**What is needed**
What you return should be the lines of the data containing "HEREFORD", each in full.

*** Opening Records supplied ***

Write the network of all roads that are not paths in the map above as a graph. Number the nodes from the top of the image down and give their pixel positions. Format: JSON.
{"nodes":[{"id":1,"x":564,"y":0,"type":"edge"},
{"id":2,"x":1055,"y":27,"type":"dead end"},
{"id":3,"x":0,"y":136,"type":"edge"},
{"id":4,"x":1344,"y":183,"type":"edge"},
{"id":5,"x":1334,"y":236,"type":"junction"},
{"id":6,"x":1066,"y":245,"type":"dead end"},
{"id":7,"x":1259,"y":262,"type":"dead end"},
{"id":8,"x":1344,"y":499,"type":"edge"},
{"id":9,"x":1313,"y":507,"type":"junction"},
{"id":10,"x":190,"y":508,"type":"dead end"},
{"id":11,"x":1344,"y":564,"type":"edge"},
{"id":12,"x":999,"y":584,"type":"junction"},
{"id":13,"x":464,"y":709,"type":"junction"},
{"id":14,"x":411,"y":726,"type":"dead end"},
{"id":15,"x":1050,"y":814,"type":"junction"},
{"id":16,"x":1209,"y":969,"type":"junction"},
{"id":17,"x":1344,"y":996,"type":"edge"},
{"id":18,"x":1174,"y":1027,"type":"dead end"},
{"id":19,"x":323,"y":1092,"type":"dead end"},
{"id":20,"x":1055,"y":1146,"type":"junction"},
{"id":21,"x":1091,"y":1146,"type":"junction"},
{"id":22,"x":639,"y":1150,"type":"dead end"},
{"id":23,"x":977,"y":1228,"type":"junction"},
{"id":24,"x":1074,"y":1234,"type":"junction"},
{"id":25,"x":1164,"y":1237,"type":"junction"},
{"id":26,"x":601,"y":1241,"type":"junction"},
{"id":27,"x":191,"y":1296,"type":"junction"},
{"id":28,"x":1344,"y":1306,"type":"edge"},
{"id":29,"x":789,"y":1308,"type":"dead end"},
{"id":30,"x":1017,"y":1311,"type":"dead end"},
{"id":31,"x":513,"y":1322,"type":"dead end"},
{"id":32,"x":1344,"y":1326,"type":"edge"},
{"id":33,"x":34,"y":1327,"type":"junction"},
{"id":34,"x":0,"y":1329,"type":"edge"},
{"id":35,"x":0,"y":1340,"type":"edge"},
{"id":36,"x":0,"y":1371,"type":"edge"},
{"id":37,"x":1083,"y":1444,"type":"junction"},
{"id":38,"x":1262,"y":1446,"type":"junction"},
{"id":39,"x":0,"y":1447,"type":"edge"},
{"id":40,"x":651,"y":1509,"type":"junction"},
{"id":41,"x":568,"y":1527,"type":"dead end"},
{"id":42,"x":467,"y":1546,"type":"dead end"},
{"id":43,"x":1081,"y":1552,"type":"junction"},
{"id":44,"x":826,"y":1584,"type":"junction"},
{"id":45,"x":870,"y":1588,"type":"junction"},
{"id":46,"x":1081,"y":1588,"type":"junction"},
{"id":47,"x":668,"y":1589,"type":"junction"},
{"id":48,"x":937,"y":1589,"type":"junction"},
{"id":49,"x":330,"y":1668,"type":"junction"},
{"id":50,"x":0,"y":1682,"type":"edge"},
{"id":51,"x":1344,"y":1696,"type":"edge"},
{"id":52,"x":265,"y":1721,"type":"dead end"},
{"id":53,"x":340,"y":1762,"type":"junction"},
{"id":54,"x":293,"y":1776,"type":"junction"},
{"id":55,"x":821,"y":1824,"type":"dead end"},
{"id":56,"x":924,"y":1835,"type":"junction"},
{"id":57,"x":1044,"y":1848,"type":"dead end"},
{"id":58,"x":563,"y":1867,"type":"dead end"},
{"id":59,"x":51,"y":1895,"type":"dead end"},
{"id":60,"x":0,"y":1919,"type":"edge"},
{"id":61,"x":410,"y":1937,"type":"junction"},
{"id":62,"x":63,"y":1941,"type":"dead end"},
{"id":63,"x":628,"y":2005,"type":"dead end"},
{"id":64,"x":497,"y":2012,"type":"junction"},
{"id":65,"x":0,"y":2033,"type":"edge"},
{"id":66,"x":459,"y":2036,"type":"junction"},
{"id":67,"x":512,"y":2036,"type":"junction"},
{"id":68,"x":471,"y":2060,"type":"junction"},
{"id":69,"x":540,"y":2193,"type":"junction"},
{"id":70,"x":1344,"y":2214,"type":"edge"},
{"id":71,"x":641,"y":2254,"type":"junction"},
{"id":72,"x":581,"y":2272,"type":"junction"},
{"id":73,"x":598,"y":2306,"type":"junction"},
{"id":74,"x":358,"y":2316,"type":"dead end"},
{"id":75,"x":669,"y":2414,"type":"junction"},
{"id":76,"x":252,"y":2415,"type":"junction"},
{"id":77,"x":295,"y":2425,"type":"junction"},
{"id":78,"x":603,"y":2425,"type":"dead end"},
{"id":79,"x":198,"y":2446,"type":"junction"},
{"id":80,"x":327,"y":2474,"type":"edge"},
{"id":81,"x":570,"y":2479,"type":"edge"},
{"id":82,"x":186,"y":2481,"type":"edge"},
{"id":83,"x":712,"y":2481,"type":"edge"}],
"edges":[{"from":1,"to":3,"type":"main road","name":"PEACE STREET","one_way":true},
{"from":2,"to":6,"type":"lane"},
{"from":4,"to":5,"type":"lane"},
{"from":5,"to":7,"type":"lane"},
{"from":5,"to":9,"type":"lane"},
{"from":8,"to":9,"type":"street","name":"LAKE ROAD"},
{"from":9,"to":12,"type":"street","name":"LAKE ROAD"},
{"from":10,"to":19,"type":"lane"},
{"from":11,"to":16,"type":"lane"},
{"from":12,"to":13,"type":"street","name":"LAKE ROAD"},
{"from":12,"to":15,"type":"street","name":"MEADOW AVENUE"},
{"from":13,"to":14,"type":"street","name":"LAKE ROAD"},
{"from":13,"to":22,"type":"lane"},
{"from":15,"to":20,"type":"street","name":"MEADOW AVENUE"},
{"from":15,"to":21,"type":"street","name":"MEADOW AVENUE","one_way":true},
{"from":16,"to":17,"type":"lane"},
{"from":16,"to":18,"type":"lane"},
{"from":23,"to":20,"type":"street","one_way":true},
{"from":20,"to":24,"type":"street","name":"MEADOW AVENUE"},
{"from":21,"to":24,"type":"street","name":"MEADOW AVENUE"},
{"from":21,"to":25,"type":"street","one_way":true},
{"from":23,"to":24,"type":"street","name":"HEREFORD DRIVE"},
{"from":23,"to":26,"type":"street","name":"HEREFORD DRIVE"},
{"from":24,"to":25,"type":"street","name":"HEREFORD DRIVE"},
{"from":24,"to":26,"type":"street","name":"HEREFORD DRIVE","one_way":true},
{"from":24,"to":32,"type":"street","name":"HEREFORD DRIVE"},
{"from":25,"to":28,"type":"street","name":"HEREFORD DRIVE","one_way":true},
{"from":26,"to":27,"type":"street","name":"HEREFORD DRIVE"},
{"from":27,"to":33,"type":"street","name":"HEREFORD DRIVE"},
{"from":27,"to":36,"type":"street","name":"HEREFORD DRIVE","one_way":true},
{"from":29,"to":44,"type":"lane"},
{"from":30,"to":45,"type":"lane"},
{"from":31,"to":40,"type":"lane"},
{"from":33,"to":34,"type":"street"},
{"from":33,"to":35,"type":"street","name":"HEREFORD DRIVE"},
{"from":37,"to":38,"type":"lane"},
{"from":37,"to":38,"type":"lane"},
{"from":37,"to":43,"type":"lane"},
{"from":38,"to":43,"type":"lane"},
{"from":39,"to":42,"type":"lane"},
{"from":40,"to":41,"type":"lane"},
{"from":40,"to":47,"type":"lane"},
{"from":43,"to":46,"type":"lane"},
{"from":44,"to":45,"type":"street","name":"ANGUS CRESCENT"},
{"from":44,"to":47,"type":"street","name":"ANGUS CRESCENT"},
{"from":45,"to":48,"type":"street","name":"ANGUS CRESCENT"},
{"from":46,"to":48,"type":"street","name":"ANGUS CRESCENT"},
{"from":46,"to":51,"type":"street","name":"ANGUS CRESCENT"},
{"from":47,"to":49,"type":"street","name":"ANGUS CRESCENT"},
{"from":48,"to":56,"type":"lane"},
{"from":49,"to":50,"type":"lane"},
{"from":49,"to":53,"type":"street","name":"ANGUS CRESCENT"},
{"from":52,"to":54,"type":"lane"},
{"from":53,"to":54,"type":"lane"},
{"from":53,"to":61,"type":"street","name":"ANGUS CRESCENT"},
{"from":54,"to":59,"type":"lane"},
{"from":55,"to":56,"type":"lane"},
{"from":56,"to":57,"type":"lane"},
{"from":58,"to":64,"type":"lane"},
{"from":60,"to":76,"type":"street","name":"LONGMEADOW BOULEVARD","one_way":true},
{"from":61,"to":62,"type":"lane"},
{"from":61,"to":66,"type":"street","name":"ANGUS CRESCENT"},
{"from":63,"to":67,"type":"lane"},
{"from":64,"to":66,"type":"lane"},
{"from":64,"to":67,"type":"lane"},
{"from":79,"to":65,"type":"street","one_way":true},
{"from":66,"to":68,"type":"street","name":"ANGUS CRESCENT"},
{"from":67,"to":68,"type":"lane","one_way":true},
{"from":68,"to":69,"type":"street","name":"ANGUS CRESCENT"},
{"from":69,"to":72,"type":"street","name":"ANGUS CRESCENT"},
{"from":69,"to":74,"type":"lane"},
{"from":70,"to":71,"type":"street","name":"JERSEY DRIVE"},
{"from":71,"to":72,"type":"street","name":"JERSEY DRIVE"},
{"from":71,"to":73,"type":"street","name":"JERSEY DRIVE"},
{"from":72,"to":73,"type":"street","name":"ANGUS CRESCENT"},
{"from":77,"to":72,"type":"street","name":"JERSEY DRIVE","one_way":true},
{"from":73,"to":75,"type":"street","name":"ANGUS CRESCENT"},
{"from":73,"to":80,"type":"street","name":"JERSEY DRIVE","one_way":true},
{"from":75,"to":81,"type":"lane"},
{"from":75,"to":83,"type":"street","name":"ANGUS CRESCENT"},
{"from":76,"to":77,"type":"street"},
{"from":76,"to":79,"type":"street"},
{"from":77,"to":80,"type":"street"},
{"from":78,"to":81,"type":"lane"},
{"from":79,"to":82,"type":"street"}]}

*** Closing Records supplied ***

**Solution for this problem**
{"from":23,"to":24,"type":"street","name":"HEREFORD DRIVE"},
{"from":23,"to":26,"type":"street","name":"HEREFORD DRIVE"},
{"from":24,"to":25,"type":"street","name":"HEREFORD DRIVE"},
{"from":24,"to":26,"type":"street","name":"HEREFORD DRIVE","one_way":true},
{"from":24,"to":32,"type":"street","name":"HEREFORD DRIVE"},
{"from":25,"to":28,"type":"street","name":"HEREFORD DRIVE","one_way":true},
{"from":26,"to":27,"type":"street","name":"HEREFORD DRIVE"},
{"from":27,"to":33,"type":"street","name":"HEREFORD DRIVE"},
{"from":27,"to":36,"type":"street","name":"HEREFORD DRIVE","one_way":true},
{"from":33,"to":35,"type":"street","name":"HEREFORD DRIVE"},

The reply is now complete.